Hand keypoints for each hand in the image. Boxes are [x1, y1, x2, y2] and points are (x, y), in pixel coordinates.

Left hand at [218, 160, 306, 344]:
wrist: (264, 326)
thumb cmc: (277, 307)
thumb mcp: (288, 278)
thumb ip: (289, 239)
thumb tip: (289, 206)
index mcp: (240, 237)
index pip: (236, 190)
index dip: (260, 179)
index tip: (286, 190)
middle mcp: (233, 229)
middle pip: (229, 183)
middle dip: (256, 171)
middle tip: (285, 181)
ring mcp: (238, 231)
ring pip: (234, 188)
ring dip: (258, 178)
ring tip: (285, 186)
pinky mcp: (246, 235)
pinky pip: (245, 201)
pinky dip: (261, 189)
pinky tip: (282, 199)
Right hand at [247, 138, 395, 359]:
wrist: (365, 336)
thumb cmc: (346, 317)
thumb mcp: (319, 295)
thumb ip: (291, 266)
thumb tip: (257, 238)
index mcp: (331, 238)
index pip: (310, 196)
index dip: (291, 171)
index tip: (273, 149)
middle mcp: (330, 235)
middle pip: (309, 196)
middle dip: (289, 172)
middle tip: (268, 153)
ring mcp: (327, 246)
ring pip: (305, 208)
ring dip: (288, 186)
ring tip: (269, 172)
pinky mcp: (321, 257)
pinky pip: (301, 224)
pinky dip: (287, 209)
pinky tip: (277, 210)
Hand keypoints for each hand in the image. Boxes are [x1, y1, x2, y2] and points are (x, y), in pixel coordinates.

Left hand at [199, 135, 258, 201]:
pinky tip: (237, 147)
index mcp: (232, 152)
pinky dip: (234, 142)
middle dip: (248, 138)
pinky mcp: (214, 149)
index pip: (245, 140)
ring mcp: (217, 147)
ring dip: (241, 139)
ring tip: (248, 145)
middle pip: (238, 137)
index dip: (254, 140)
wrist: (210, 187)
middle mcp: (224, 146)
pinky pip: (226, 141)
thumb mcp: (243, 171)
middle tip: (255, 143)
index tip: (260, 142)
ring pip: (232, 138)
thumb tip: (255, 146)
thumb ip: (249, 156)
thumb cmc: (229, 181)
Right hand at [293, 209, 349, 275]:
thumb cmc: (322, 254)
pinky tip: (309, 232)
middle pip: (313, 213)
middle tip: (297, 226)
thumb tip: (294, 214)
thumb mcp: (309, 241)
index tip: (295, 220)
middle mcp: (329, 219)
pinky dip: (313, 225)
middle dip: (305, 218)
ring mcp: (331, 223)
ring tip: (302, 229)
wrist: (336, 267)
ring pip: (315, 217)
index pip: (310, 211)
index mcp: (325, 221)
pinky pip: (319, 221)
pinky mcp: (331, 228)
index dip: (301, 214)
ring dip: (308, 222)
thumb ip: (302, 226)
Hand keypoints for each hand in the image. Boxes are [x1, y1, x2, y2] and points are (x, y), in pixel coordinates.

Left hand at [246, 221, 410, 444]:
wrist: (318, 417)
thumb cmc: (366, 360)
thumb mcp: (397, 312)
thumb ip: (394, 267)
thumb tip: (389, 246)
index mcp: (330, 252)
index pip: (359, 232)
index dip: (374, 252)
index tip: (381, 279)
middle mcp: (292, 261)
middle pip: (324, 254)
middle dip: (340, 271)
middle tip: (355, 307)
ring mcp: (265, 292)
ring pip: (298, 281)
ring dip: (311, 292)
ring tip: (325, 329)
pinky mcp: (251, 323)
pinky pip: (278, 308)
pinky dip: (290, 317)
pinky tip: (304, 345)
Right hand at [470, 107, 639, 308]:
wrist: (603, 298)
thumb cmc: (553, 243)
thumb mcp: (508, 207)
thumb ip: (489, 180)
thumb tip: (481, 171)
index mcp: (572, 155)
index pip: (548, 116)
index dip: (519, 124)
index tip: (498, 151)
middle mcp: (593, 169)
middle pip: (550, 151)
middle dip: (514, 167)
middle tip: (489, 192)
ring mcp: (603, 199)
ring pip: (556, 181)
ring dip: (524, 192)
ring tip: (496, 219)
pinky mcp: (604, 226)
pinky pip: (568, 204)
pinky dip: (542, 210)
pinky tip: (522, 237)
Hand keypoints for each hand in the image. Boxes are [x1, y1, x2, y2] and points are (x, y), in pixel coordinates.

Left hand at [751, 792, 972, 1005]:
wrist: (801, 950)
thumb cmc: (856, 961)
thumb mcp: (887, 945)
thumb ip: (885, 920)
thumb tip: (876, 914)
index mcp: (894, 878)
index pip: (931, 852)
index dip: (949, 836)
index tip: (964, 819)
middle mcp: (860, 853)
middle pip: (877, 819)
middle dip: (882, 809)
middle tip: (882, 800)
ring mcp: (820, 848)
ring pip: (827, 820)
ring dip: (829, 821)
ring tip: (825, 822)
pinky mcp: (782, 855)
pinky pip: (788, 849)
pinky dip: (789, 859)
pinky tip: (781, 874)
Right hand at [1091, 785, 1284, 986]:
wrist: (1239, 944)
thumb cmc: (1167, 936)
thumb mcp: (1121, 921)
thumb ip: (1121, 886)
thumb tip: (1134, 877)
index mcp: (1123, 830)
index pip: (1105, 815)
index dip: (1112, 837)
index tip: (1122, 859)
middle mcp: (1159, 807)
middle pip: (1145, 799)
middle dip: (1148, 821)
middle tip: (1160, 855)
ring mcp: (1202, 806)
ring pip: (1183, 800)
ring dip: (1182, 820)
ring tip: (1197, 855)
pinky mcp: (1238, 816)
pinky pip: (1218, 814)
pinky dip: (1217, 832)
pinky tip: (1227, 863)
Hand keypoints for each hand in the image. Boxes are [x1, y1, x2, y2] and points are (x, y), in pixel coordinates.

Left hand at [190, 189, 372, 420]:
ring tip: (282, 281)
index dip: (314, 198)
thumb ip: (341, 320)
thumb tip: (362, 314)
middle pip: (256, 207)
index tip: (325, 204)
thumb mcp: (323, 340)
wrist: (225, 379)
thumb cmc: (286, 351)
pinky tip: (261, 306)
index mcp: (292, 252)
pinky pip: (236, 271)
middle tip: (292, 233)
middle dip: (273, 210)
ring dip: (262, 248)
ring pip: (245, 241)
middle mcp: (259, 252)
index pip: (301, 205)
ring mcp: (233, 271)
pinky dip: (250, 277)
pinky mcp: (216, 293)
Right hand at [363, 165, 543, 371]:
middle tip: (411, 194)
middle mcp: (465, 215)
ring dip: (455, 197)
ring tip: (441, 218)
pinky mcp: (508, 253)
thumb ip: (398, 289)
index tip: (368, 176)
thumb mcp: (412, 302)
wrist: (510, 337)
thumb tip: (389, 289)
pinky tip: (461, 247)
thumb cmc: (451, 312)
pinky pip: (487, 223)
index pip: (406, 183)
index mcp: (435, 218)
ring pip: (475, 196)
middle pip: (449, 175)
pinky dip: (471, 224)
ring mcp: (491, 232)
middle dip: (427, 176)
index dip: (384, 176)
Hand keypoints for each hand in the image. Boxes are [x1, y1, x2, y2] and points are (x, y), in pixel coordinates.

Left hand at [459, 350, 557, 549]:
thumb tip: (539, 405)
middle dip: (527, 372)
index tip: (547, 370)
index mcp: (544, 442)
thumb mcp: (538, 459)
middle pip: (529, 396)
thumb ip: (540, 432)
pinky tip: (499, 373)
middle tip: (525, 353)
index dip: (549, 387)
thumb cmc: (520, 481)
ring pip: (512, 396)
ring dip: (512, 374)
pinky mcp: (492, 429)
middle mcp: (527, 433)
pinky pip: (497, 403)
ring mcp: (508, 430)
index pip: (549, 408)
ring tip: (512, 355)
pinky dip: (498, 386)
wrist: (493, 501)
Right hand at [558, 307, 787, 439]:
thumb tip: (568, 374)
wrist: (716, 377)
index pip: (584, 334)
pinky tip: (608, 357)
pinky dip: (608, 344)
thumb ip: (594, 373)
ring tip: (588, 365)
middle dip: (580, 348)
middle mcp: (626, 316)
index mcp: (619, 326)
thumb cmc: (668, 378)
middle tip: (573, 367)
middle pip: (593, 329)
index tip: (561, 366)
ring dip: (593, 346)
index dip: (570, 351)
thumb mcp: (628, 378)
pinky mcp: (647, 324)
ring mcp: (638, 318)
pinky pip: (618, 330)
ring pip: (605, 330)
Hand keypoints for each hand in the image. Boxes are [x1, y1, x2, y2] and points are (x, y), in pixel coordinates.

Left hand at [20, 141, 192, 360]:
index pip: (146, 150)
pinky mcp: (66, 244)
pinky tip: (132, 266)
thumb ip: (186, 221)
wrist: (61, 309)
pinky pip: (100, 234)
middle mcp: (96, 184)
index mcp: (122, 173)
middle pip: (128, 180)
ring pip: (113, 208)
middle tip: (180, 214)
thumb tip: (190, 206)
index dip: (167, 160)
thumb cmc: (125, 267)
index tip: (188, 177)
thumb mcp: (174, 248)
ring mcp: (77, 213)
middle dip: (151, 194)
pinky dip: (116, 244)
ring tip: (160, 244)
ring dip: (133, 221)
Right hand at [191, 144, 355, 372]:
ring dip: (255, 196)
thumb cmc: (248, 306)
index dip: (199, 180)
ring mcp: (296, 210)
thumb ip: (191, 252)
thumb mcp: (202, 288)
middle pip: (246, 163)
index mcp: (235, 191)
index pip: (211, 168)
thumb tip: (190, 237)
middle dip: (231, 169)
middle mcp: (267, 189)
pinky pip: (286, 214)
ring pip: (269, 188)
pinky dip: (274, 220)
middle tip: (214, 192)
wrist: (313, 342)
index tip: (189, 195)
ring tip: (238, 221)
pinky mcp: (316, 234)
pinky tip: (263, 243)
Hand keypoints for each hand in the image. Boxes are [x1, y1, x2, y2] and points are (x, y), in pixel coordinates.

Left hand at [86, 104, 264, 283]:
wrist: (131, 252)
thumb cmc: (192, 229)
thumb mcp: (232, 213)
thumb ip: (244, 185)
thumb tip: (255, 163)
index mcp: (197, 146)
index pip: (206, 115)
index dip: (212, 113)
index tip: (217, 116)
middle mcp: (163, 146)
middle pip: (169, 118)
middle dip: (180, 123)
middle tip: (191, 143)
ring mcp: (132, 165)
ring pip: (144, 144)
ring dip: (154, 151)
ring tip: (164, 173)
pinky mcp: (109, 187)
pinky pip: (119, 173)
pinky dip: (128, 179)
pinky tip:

──────────────────────────────

*What you have to do:*
All that is wanted is a faithful reproduction of the line above with "index dip: (314, 198)", the line with "pinky pip: (236, 271)", and every line in between.

*Answer for this exercise:*
index dip: (314, 198)
thumb ip: (341, 320)
thumb tip: (362, 314)
middle pip: (256, 207)
index tip: (325, 204)
thumb mcp: (323, 340)
wrist: (225, 379)
thumb cmc: (286, 351)
pinky tip: (261, 306)
index mcp: (292, 252)
pinky pip: (236, 271)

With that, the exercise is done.